═══ Source records
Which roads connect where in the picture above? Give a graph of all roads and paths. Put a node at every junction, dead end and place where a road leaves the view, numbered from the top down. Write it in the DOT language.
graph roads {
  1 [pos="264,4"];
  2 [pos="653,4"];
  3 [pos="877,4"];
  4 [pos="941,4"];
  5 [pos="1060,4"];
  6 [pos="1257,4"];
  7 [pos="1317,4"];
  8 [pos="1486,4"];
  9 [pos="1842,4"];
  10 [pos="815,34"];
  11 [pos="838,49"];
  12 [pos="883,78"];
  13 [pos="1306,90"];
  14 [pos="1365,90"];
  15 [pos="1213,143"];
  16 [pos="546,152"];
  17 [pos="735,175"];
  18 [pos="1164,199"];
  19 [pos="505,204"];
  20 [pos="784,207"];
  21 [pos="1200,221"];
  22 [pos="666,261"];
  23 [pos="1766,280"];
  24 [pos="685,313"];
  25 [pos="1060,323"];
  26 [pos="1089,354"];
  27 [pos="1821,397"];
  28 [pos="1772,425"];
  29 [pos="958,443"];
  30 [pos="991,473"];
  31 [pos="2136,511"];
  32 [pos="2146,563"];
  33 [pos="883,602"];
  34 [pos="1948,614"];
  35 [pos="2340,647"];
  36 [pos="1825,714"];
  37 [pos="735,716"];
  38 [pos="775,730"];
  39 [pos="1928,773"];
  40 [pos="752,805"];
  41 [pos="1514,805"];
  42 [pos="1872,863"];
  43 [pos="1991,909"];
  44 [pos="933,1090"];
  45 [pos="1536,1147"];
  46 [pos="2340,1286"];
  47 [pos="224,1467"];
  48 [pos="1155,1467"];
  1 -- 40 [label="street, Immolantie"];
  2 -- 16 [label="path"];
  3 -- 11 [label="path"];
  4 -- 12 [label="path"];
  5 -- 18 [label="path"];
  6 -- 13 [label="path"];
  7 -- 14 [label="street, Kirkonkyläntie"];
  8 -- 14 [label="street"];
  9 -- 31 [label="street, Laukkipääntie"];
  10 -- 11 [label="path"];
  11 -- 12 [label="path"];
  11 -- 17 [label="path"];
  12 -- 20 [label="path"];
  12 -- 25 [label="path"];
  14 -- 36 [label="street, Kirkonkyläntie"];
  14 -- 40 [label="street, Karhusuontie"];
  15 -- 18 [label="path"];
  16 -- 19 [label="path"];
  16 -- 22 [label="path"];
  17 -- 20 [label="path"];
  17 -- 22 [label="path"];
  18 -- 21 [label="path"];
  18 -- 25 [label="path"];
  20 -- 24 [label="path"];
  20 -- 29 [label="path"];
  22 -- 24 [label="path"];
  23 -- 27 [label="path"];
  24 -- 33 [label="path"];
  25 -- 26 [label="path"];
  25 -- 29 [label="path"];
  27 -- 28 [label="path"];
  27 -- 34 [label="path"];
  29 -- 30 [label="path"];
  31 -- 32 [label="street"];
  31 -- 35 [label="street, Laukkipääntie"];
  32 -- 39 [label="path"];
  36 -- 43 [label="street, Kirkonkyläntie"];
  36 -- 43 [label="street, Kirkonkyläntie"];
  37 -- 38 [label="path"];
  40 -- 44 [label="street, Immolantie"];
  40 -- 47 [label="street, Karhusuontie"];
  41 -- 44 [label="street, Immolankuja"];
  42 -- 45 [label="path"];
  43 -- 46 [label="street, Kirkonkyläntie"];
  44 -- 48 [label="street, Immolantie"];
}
══════
Your task is to transcribe all of the entries word for word.

→ Answer below:
Which roads connect where in the picture above? Give a graph of all roads and paths. Put a node at every junction, dead end and place where a road leaves the view, numbered from the top down. Write it in the DOT language.
graph roads {
  1 [pos="264,4"];
  2 [pos="653,4"];
  3 [pos="877,4"];
  4 [pos="941,4"];
  5 [pos="1060,4"];
  6 [pos="1257,4"];
  7 [pos="1317,4"];
  8 [pos="1486,4"];
  9 [pos="1842,4"];
  10 [pos="815,34"];
  11 [pos="838,49"];
  12 [pos="883,78"];
  13 [pos="1306,90"];
  14 [pos="1365,90"];
  15 [pos="1213,143"];
  16 [pos="546,152"];
  17 [pos="735,175"];
  18 [pos="1164,199"];
  19 [pos="505,204"];
  20 [pos="784,207"];
  21 [pos="1200,221"];
  22 [pos="666,261"];
  23 [pos="1766,280"];
  24 [pos="685,313"];
  25 [pos="1060,323"];
  26 [pos="1089,354"];
  27 [pos="1821,397"];
  28 [pos="1772,425"];
  29 [pos="958,443"];
  30 [pos="991,473"];
  31 [pos="2136,511"];
  32 [pos="2146,563"];
  33 [pos="883,602"];
  34 [pos="1948,614"];
  35 [pos="2340,647"];
  36 [pos="1825,714"];
  37 [pos="735,716"];
  38 [pos="775,730"];
  39 [pos="1928,773"];
  40 [pos="752,805"];
  41 [pos="1514,805"];
  42 [pos="1872,863"];
  43 [pos="1991,909"];
  44 [pos="933,1090"];
  45 [pos="1536,1147"];
  46 [pos="2340,1286"];
  47 [pos="224,1467"];
  48 [pos="1155,1467"];
  1 -- 40 [label="street, Immolantie"];
  2 -- 16 [label="path"];
  3 -- 11 [label="path"];
  4 -- 12 [label="path"];
  5 -- 18 [label="path"];
  6 -- 13 [label="path"];
  7 -- 14 [label="street, Kirkonkyläntie"];
  8 -- 14 [label="street"];
  9 -- 31 [label="street, Laukkipääntie"];
  10 -- 11 [label="path"];
  11 -- 12 [label="path"];
  11 -- 17 [label="path"];
  12 -- 20 [label="path"];
  12 -- 25 [label="path"];
  14 -- 36 [label="street, Kirkonkyläntie"];
  14 -- 40 [label="street, Karhusuontie"];
  15 -- 18 [label="path"];
  16 -- 19 [label="path"];
  16 -- 22 [label="path"];
  17 -- 20 [label="path"];
  17 -- 22 [label="path"];
  18 -- 21 [label="path"];
  18 -- 25 [label="path"];
  20 -- 24 [label="path"];
  20 -- 29 [label="path"];
  22 -- 24 [label="path"];
  23 -- 27 [label="path"];
  24 -- 33 [label="path"];
  25 -- 26 [label="path"];
  25 -- 29 [label="path"];
  27 -- 28 [label="path"];
  27 -- 34 [label="path"];
  29 -- 30 [label="path"];
  31 -- 32 [label="street"];
  31 -- 35 [label="street, Laukkipääntie"];
  32 -- 39 [label="path"];
  36 -- 43 [label="street, Kirkonkyläntie"];
  36 -- 43 [label="street, Kirkonkyläntie"];
  37 -- 38 [label="path"];
  40 -- 44 [label="street, Immolantie"];
  40 -- 47 [label="street, Karhusuontie"];
  41 -- 44 [label="street, Immolankuja"];
  42 -- 45 [label="path"];
  43 -- 46 [label="street, Kirkonkyläntie"];
  44 -- 48 [label="street, Immolantie"];
}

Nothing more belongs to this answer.